Why do bad things happen to good people?
Why do selfish people seemingly get rewarded?
Why does evil exist?
These are questions I've often thought about and I don't have full answers to all of them. Yet, I am a follower of Jesus Christ. Why?
Because Jesus was a historical person who's lived a life that was a fulfillment of prophecy written generations before he was born.
During his crucifixion by Roman soldiers, Jesus reminded the crowd of onlookers of that when he recited the opening line of Pslam 22: "My God! My God! Why have you forsaken me?" Which was a common teaching technique of Rabbi's when referring to a section of scripture. In this particular case, Jesus referred to a section of scripture likely written a 1000 years before he was born that predicted his crucifixion and ultimate victory (more on that later).
Though archeology can't prove much of the theological nature of the Bible, there is a surprising amount of archeological evidence for people, events, and places mentioned in the Bible. And I'm not talking the made up stuff I used to see in the national enquirer, but real peer-reviewed/studied stuff.
When historians are trying to determine the reliability of a historical document (a biography for example), one of the things they ask themselves is do we have physical evidence this place or this person mentioned in the document existed. The more pieces of physical evidence, the more reliable the document is thought to be.

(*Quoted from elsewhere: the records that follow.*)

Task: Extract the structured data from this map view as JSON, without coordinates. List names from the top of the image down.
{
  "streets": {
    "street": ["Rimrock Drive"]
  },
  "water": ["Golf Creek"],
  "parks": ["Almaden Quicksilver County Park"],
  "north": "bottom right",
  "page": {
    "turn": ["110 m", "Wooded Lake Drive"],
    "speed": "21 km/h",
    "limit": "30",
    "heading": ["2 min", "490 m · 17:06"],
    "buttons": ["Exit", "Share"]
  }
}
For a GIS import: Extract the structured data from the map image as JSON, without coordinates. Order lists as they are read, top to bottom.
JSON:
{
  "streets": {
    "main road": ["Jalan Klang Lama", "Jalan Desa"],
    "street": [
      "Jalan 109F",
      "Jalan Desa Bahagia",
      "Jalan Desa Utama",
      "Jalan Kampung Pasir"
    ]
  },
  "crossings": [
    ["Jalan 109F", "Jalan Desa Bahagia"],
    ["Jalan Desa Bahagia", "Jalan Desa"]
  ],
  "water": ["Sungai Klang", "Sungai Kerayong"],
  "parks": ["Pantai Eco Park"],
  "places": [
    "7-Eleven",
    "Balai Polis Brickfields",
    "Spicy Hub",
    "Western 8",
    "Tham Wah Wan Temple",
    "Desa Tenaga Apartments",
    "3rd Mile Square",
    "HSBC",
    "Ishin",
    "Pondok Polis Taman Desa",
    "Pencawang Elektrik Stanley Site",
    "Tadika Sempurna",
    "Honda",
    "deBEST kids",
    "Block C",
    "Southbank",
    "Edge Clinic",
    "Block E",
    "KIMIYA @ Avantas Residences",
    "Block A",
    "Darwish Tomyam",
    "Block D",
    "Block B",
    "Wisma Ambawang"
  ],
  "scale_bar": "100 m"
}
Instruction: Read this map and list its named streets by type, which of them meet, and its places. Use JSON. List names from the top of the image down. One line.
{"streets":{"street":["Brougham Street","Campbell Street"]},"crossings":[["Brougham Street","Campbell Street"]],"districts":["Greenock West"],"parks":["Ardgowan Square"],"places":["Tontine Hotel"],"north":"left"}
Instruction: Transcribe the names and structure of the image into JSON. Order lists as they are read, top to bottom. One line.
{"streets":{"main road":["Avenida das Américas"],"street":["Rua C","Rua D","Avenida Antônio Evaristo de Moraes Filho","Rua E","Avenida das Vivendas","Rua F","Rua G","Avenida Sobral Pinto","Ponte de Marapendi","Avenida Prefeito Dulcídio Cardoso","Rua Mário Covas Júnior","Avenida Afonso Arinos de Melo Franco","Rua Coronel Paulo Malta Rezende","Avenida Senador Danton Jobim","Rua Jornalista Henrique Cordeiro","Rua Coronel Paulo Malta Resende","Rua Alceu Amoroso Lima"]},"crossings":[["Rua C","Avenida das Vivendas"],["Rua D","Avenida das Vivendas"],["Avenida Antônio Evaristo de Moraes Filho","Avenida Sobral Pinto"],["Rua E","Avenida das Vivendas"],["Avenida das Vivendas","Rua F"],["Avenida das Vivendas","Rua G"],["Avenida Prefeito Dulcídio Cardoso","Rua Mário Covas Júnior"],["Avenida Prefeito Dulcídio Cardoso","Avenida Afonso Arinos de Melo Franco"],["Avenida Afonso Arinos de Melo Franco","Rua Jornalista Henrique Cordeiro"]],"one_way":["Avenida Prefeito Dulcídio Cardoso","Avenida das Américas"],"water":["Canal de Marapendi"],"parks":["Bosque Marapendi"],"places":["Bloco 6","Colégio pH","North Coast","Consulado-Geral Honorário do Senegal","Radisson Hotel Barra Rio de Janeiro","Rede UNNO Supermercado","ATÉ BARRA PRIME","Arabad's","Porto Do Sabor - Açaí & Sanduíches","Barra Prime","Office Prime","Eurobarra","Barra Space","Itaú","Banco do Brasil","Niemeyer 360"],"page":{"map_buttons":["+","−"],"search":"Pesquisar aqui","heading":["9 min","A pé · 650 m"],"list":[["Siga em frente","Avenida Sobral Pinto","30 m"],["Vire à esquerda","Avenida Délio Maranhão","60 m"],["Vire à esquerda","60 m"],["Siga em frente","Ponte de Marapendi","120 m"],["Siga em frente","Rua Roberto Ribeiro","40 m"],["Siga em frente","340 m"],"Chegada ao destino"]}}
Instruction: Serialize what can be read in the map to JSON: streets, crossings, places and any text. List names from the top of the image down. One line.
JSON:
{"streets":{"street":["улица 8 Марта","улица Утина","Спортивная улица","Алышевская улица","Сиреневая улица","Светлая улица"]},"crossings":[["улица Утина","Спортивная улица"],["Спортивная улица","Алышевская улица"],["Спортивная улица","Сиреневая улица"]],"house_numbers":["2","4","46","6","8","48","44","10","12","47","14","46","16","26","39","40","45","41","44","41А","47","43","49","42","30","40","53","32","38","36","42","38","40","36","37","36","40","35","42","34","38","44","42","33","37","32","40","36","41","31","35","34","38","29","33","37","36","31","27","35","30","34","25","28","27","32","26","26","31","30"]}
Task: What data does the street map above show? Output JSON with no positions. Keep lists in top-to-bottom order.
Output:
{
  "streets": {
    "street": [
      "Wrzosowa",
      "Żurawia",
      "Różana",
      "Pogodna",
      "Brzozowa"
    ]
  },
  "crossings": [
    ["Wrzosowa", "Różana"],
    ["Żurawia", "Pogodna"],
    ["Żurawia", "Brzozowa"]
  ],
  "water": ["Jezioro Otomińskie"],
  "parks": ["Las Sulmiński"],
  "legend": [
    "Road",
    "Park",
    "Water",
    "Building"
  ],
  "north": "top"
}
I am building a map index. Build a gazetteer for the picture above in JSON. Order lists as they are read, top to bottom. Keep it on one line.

The first disciples of Jesus had to have witnessed something MIRACULOUS.
L. Ron Hubbard, the author of Battlefield Earth and founder of Scientology, famously said, "You don't get rich writing science fiction. If you want to get rich, you start a religion."
We've all seen his statement play out across the world, where the founders of cults and religions go on to exert an uncomfortable amount of control over their followers' personal lives and finances for their own benefit above all others.
If that kind of behavior is the rule, the first disciples of Christ are the exception. These people preached across their world facing persecution at every turn and in their time on Earth never reaped monetary or social rewards from it. In other words, they didn't get rich and powerful. In fact, most of Jesus's first disciples died horrible deaths because of their religion. So why preach at all? Because they witnessed something so miraculous and compelling they had to share it with others and in this case, they claimed it was the resurrected Jesus.
At this point, it's important to note that there's not a record of a single one of these disciples recanting their belief in Jesus's resurrection.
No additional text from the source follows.